WE ARE: 5 women navigating our twenties in search of peace, happiness and love (or not). WE WRITE: about everything and nothing. From the insane to the mundane- you will find different paths taken, lessons learned and lives lived. WE THINK: you’ll enjoy it...Warning: Consumption of these views may leave you enlightened while intoxicated.

SO LONG, FAREWELL...

The View From Here will conclude on Friday, October 1, our third year anniversary. We would like to spend this month thanking all of our readers, followers, haters, visitors, family, friends, and fans for your continued support, encouragement, and comments over these past few years. Thanks y'all!
-The Five Spot

Friday, October 12, 2007

The Revolution Will Be Styled

Remember when a certain kind of man wore locs? Think about it. What kind of man are you visualizing? The one I am picturing usually bought oil from the incense corner man, was a poetry reading regular where he recited verses about the forthcoming revolution and was regarded as "deep", a walking encyclopedia of the history of the African Diaspora.

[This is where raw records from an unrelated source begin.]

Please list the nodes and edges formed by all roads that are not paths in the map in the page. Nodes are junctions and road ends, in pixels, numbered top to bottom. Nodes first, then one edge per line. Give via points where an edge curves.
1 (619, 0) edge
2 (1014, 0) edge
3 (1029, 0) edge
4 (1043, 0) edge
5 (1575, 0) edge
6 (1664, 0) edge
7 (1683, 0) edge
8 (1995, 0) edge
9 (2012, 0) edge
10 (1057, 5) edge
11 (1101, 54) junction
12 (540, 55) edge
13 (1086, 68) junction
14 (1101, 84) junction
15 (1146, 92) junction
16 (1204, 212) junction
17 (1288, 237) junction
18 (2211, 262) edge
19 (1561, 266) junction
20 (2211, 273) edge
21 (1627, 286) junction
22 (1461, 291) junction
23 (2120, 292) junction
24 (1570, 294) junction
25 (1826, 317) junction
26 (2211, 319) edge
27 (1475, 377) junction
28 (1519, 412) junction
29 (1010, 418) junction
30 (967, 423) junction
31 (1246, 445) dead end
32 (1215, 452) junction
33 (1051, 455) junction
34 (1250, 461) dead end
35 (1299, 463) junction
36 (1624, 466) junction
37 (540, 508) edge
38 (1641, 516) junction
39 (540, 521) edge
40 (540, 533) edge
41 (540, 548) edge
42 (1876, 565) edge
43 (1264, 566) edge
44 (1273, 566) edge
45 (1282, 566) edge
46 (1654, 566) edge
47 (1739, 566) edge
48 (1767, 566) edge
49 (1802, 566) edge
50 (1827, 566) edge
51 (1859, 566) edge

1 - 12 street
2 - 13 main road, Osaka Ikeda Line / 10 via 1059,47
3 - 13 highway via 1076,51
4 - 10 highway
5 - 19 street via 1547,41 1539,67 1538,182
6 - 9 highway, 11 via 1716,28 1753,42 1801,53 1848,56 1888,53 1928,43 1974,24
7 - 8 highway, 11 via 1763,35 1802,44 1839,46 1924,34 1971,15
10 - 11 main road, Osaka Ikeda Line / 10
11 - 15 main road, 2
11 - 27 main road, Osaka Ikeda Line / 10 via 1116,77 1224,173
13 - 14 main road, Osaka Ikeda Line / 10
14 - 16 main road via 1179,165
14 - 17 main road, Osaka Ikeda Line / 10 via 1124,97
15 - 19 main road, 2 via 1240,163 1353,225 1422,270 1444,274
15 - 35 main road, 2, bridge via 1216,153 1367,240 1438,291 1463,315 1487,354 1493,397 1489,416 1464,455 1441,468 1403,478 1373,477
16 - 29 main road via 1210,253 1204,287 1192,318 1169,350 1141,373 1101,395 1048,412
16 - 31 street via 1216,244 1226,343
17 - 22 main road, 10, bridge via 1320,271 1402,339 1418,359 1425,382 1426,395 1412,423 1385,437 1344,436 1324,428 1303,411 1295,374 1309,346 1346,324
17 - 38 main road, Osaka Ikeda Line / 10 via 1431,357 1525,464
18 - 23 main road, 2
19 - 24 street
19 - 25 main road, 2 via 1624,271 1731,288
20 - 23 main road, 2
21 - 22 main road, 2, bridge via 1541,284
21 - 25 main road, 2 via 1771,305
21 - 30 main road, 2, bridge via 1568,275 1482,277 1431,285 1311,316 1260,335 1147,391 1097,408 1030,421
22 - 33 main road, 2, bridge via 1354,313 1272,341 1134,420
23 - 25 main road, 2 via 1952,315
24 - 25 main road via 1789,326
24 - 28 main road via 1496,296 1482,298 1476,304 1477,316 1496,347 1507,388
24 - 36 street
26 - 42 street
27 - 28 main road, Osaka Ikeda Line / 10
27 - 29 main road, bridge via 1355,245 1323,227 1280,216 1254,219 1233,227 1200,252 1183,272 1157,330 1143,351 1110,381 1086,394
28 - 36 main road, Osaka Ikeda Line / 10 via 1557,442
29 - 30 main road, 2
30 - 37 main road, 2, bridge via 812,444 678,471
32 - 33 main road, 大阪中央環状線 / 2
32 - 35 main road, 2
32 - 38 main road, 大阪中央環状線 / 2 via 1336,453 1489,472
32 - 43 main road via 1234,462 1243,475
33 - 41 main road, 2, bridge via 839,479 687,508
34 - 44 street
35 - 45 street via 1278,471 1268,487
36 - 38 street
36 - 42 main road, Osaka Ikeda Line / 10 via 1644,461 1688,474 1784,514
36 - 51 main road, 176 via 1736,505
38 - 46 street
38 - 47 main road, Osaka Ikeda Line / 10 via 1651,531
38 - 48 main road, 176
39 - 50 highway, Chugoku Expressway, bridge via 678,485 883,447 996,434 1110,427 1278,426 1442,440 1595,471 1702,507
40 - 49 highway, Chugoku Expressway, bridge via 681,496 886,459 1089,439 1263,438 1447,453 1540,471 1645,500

I remember a time when a woman would describe a man she had just met and after giving the particulars: height, weight and skin shade, she would say in a hushed tone, "girl, and he has locs..." Like that was icing on the mothafuckin cake! Like that meant he had memorized the entire kama sutra and would have your legs quivering, that is after he made love to your mind first (of course). It seemed that if you were a man and you had locs, there was a good chance you could get a woman who just “couldn’t help herself around a brotha with locs” to drop her draws.
Well it seems those days are a'changin...

Because now I see nothing but (and excuse my stereotyping) lil' hood niglets wearing what appear to be haphazard locs, thanks to their biggest heroes, Lil' Wayne and Co.

I know you've seen them in your city, on your train and on the block. And um yeah, it's becoming an epidemic and it concerns me. Now I obviously can't tell someone what they can or can't do with their hair but I was under the impression that deciding to grow locs was not something you entered upon lightly. You know, it was something you consulted the Heavens and the Earth about first, lit a candle, did a little loc growing chant. You did your research on starting & caring for your new coiff and worried about how you would look in that 'in between' phase. Now it seems that you just have to ask the girl in your neighborhood who can do some hair to start locing you up. And now I find myself questioning these youngins’ “authenticity”, wondering if they know the history of dreadlocks, the strength that is their hair, saying to myself: oh they have dreads but they don’t have locs. Catch my drift?

So now with the niglets taking up the loc craze, it seems that many men I know have cut theirs (also something you don't do lightly)...Is it because the trend is changing? Are these men who were once regarded as "deep" fearful that they won't be taken seriously because now they will look like and be associated with the ‘Snap your fingers, do your step’ generation? And how will we know who the "deep" brothers are once they've cut their locs? Should we be on the hunt for some type of RBG clothing item?

Perhaps the locs of the earlier generation was just a trend as well, cloaked in incense, bad poetry and weed smoke and we just couldn’t see through the haze. But it was a trend nonetheless, reserved for a certain type of man. I mean if those men were really down and ready to start a revolution; wouldn’t it have happened by now? And just because these new crop of youngins’ have provided a different version of the trend, does that mean they won’t be just as down when the revolution comes?

So just when I’m ready to write these lil’ niglets off for just substituting the cornrow trend with locs, I think of the following words from the great Andre 3000:
Now question is every nigga with dreads for the cause?

Is every nigga with golds for the fall?
Naw, so don't get caught in appearance
It's Rum Punch Friday another Black experience*


Happy Rum Punch Friday! Have a great weekend! Join us again on Monday…

* Yeah I changed that last line. What are y’all going to do, tell Andre?

2 comments:

mint julep said...

there will be no revolution and it won't be televized...it will live in our imaginations forever, cropping up every now and then in the form of the fashionable jena 6 or imus-hatin'.

the idea of the "righteous loc" has been romanticized within the Black American conciousness (yeah i'm takin it back to adw). and gettin' wet off locs was just another manifestation of women's laziness...judging a book by its cover, not taking the time to really get to know a man before we opened our legs... but more on this subject next week.

there is no authenticity in any thing any more if you let the young black man tell it (hip hop, the hood, women, blah blah) you might be liable to get your jaw dropped to the floor by assuming that that sista with locs who just walked pass is down for the people and not down for putting many dollars in her own pocket. or that the oh-so-revolutionary brotha always organizing shit isn't also transferring his "oppression" onto his woman behind closed doors.

STOP....think about it! (c) Martin

Anonymous said...

I clicked comments because I wanted to comment on once agree with your post (this is after telling a friend of mine that "I found a blog where the blogger thinks like me") and I find a comment that mentions ADW...are you also a Spelmanite?